Ich laufe dieselbe Strecke wie zum Bürgerzentrum, aber diesmal im gedämpften Licht des Vormittags statt im diffusen Zwielicht der frühen Abendstunden, und ich bin allein - vornübergebeugt und humpelnd, das typische, klischeehafte Exemplar eines Zombies, mit einem schwarzen Regenumhang und einem Protestschild um den Hals. Selbst mit hochgezogener Kapuze falle ich auf wie ein Vegetarier auf einer Grillparty.
    Keine zwei Minuten auf der Straße, und die Autos fangen an zu hupen. Gefolgt von Gebrüll und Beschimpfungen. Ich muss zugeben, einige der Kommentare sind wenigstens originell.
    »Hey Zombie, wird Zeit, dass du verrottest.«
    »George A. Romero hat angerufen - du hast die Rolle nicht gekriegt.«
    Doch das meiste, was man mir an den Kopf wirft, ist das übliche Sammelsurium wüster Beschimpfungen, der kleinste gemeinsame Nenner an Beleidigungen.
    »Zombie go home.«
    »Tote Typen sind echte Scheiße.«
    Und mein persönlicher Favorit:
    »Nimm das!« (Mit ausgestrecktem Mittelfinger.)
    Ich frage mich, wie viele dieser Leute wohl die Kirche besuchen.
    Nicht alle Atmer sind so fies und gemein zu uns, doch manchmal denke ich voller Scham daran, dass ich mal einer von ihnen war.
    Obwohl man mich beschimpft, kann ich nicht anders, als weiter Richtung Village zu laufen. Keine Ahnung, ob es die innere Unruhe der letzten Tage ist, meine neu gewonnene Selbstsicherheit, jetzt, wo ich für meine Überzeugungen eintrete, oder das Protestschild um meinen Hals, das
mich ermutigt, aber ich gebe diesem Impuls nach. Als wäre es das Einzige, worauf es jetzt ankommt.

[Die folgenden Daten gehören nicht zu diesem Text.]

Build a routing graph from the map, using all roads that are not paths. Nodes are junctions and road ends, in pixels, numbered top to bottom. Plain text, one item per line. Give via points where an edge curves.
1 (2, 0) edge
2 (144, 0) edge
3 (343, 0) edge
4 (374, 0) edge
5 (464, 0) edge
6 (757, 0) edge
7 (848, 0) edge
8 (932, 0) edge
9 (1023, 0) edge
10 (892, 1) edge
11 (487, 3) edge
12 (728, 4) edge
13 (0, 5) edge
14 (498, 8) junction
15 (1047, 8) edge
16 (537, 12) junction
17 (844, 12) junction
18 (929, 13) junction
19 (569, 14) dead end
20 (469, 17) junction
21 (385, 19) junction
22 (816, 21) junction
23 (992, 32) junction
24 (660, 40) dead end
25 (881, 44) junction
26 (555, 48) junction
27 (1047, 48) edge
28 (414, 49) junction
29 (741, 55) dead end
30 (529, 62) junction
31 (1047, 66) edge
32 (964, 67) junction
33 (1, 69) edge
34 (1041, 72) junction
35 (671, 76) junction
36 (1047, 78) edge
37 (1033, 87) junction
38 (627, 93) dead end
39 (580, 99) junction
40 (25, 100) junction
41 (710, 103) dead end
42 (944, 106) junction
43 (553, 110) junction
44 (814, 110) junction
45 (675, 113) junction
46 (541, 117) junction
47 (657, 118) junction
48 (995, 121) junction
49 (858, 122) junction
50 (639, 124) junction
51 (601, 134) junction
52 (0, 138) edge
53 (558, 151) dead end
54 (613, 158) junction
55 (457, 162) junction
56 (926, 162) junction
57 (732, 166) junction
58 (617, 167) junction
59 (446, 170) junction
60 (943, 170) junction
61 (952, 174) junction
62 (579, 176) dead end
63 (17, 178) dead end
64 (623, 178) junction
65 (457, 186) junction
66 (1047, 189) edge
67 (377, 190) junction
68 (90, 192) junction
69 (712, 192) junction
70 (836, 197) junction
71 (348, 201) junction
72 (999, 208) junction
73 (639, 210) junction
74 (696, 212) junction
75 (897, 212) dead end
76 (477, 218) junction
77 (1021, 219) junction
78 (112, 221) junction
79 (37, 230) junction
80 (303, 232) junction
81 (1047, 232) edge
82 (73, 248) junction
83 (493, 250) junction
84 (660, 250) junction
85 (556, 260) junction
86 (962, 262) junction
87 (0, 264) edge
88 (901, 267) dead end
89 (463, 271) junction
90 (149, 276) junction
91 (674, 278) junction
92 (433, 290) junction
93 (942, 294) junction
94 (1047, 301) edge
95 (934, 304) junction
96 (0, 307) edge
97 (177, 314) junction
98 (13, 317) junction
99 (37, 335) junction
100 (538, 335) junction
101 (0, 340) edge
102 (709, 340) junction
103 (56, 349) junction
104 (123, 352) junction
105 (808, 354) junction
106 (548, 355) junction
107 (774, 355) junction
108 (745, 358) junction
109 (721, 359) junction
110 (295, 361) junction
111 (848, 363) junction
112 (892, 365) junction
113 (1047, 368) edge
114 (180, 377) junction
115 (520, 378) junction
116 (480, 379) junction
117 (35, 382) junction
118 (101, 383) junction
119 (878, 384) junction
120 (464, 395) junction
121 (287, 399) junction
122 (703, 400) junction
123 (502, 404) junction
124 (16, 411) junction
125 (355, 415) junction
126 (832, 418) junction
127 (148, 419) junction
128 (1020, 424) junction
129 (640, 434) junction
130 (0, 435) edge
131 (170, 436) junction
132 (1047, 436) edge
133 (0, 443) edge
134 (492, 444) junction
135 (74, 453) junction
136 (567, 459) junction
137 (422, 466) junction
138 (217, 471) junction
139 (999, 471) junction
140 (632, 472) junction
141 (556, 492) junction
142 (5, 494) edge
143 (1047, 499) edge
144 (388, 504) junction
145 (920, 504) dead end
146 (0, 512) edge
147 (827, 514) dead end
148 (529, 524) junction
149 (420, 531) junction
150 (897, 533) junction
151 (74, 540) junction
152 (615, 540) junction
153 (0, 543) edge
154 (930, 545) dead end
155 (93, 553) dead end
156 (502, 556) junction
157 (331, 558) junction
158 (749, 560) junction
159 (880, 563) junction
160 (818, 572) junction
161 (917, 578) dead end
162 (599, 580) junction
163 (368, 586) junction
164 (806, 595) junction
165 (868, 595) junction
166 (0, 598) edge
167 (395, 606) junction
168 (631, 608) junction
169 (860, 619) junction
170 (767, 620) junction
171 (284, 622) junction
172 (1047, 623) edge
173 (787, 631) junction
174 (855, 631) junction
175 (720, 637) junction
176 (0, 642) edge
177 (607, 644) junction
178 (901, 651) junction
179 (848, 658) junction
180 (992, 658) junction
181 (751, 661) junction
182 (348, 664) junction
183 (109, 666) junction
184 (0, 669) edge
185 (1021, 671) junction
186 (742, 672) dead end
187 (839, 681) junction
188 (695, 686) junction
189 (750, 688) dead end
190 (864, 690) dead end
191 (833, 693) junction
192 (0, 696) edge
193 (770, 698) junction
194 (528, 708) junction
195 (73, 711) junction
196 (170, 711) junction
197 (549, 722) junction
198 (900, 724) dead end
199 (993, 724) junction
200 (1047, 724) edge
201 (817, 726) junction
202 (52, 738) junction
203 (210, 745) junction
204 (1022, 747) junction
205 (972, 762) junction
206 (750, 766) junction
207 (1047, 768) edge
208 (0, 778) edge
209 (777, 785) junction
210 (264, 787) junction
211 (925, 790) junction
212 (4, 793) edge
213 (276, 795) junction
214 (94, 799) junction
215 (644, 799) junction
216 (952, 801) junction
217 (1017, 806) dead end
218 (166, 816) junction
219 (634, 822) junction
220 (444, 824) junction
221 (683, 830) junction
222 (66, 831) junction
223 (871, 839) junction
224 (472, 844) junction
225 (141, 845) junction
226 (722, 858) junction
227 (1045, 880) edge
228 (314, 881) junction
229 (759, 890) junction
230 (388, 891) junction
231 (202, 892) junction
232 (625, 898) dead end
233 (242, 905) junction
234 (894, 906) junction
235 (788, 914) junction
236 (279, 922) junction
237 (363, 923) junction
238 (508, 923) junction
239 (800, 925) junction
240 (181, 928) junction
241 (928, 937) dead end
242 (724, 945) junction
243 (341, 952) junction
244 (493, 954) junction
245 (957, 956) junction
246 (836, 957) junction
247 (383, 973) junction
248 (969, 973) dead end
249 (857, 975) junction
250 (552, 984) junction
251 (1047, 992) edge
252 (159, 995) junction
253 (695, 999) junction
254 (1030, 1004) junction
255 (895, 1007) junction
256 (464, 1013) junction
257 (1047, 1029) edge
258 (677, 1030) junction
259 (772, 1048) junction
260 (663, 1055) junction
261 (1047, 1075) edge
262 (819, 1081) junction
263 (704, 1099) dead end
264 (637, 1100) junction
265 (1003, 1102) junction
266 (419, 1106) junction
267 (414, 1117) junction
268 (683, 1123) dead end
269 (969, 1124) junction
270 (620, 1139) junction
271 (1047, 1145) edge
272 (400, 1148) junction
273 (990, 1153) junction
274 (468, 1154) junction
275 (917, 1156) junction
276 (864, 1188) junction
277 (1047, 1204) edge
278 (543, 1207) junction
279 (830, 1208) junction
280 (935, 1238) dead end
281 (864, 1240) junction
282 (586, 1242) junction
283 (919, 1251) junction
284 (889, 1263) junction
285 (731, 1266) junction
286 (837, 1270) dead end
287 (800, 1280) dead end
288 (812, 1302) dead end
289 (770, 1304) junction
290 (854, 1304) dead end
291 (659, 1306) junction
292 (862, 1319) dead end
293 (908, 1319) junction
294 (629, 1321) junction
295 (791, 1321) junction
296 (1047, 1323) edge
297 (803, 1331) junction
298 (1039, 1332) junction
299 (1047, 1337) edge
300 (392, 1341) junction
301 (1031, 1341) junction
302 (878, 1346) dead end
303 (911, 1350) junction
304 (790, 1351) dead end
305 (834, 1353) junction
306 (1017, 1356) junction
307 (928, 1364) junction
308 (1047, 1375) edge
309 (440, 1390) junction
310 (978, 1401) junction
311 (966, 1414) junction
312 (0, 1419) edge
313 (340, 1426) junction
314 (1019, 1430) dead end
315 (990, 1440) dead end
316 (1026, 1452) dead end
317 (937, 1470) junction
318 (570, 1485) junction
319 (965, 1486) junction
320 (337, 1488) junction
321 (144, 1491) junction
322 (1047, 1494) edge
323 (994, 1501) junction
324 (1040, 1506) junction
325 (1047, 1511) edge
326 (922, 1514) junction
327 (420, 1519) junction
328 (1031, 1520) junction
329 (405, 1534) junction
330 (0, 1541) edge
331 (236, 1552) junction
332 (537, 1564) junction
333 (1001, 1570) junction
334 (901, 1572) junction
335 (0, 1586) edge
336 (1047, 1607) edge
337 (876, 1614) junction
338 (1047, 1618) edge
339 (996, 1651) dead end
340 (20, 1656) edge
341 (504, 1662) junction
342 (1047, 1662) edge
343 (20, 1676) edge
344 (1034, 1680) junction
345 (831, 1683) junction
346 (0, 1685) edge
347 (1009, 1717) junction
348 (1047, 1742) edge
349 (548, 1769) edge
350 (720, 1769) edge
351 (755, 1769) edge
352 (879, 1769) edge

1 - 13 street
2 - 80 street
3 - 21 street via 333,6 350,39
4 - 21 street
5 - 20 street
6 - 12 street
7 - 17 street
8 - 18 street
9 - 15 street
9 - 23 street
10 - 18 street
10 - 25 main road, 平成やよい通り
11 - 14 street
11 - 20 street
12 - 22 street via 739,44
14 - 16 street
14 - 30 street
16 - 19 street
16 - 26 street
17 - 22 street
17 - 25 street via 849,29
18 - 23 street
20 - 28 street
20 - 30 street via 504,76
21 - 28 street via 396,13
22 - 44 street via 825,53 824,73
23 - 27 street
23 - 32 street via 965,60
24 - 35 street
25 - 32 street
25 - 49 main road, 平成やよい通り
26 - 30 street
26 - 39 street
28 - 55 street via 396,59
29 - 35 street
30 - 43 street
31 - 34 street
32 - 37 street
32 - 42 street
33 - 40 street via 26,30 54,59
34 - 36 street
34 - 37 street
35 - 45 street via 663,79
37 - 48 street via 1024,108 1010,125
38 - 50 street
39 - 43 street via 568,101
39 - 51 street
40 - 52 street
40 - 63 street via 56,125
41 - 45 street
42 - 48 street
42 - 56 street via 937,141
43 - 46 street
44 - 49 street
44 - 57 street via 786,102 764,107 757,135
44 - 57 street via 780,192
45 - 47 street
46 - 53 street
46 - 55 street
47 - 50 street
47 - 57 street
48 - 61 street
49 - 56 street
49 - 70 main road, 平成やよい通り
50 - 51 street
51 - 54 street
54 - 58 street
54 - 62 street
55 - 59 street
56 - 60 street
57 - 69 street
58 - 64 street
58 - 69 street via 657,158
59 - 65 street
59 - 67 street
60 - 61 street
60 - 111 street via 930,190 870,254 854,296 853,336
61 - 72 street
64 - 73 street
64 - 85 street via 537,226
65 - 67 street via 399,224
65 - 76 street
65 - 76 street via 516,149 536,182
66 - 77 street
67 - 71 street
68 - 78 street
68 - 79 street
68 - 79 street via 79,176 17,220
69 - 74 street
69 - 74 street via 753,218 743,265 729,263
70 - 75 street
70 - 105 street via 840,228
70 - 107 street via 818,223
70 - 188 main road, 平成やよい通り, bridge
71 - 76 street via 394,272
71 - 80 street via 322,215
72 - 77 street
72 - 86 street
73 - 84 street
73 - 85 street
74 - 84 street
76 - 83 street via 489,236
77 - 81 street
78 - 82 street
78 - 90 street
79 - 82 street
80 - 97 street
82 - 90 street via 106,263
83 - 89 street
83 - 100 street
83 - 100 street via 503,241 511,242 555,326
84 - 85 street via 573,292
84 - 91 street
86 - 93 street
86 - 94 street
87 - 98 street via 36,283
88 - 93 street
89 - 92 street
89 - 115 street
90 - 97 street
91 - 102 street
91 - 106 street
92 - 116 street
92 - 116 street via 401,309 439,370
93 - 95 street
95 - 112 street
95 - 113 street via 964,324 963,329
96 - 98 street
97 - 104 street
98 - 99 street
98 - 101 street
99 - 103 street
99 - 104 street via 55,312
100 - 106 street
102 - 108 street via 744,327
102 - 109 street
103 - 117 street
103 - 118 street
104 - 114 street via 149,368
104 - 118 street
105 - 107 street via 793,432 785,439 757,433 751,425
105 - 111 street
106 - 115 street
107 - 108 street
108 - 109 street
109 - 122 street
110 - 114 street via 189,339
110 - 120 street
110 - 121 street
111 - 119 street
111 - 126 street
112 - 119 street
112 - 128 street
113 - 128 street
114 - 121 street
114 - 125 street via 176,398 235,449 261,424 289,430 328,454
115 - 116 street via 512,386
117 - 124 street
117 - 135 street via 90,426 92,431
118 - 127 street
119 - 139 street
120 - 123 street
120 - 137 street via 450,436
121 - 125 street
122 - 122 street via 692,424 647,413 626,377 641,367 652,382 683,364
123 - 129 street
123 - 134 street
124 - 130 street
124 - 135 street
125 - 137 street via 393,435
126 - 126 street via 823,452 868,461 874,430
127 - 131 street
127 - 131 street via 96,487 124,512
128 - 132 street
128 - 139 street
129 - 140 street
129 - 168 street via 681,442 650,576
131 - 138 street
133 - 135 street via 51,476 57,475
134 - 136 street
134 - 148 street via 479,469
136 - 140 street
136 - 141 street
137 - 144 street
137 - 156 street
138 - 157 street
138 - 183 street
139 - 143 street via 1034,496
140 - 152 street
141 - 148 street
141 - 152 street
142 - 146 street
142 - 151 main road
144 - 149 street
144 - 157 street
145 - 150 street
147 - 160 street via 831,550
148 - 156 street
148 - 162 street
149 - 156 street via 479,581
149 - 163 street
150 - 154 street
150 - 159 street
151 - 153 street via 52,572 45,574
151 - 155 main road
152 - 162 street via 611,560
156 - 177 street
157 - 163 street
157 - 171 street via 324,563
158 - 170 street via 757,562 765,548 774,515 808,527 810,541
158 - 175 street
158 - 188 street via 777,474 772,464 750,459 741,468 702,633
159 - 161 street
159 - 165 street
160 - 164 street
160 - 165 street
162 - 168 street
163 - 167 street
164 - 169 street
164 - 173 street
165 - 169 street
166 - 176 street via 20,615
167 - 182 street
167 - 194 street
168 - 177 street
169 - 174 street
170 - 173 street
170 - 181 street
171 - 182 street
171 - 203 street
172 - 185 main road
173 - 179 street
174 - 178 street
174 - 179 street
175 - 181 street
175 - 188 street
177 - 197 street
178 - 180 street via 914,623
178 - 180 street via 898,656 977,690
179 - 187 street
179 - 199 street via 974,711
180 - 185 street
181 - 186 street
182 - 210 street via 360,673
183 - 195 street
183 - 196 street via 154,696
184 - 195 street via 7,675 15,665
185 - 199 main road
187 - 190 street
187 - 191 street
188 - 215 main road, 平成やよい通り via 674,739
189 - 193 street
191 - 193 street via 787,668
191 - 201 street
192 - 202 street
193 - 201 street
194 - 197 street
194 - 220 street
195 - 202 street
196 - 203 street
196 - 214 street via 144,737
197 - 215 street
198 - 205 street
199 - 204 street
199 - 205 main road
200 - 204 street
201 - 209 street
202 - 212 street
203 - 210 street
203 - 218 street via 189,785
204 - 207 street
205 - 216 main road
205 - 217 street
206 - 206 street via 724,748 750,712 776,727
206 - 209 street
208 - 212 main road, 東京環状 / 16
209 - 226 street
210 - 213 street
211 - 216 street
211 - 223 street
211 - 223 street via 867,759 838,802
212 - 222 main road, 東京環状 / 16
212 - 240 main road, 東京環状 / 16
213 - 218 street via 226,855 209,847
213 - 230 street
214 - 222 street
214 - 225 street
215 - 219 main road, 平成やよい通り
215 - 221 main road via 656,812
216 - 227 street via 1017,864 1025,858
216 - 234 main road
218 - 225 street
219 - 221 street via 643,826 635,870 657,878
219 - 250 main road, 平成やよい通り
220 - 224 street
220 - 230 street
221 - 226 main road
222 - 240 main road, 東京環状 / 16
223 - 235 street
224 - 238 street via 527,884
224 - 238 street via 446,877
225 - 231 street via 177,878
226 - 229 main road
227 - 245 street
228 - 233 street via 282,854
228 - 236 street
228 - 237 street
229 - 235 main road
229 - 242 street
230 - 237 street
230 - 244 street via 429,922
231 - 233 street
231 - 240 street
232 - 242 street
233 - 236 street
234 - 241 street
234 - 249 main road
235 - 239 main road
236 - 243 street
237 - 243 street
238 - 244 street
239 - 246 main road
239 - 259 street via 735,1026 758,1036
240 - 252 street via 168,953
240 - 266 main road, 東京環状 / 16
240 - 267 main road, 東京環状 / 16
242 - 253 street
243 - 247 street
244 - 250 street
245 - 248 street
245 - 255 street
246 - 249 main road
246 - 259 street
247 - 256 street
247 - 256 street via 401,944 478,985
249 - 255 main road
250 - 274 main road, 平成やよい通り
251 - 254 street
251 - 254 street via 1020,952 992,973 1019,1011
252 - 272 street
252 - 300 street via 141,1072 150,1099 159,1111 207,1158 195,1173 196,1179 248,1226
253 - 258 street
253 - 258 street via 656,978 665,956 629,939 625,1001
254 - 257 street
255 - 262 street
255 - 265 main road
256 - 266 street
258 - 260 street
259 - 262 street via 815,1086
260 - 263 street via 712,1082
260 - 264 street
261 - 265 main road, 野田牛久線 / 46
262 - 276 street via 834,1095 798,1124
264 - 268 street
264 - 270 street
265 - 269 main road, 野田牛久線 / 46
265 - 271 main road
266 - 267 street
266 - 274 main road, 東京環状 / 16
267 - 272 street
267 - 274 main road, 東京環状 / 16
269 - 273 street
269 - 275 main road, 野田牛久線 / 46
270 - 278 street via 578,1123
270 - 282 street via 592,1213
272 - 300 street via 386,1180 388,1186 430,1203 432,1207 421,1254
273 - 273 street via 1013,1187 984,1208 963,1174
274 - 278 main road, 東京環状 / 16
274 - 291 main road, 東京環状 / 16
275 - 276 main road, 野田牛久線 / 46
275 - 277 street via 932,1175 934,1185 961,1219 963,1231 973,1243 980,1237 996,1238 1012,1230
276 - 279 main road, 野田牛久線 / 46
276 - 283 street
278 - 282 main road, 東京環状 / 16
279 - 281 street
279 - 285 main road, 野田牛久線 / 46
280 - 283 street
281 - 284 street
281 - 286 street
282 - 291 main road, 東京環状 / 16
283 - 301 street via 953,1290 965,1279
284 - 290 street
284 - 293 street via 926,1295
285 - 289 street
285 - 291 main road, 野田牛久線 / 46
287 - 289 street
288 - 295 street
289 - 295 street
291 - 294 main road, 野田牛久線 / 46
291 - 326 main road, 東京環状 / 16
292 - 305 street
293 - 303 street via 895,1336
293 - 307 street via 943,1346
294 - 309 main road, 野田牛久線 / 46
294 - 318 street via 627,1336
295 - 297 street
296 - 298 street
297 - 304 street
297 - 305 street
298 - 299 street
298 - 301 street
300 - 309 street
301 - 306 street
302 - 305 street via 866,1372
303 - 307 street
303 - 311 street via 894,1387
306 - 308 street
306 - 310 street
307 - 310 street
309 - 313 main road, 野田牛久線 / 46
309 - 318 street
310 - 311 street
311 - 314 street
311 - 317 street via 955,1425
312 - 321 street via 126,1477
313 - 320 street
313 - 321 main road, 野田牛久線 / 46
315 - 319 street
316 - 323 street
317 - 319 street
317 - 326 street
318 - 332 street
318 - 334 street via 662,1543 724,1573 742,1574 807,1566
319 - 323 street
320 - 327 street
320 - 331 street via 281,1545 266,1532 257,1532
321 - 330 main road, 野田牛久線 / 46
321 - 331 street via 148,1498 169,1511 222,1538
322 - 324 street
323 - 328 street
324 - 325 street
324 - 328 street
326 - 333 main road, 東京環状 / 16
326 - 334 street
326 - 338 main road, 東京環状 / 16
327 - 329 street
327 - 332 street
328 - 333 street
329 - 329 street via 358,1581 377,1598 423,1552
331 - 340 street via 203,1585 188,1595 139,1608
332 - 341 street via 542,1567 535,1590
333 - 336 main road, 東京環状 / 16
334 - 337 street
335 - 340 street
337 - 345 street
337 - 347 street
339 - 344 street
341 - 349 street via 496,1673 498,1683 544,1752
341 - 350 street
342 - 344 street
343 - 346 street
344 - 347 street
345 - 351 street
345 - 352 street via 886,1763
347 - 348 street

    Ein schwarzer Nissan Sentra fährt an mir vorbei, und eine Frau beugt sich aus dem Fenster und beschimpft mich als »Freak«. Ein silberner Dodge Plymouth drosselt das Tempo, und ein Schwarzer mit Rastalocken und Spitzbart spuckt mich an. Ein Junge auf dem Rücksitz eines weißen BMW wirft ein angeknabbertes Sandwich nach mir und trifft mich an der Brust; Mayonnaise und Thunfisch spritzen auf mein Schild und meinen Regenumhang. Und als der Wagen vorüberfährt, höre ich ihn lachen, während seine Mutter ihn dafür lobt.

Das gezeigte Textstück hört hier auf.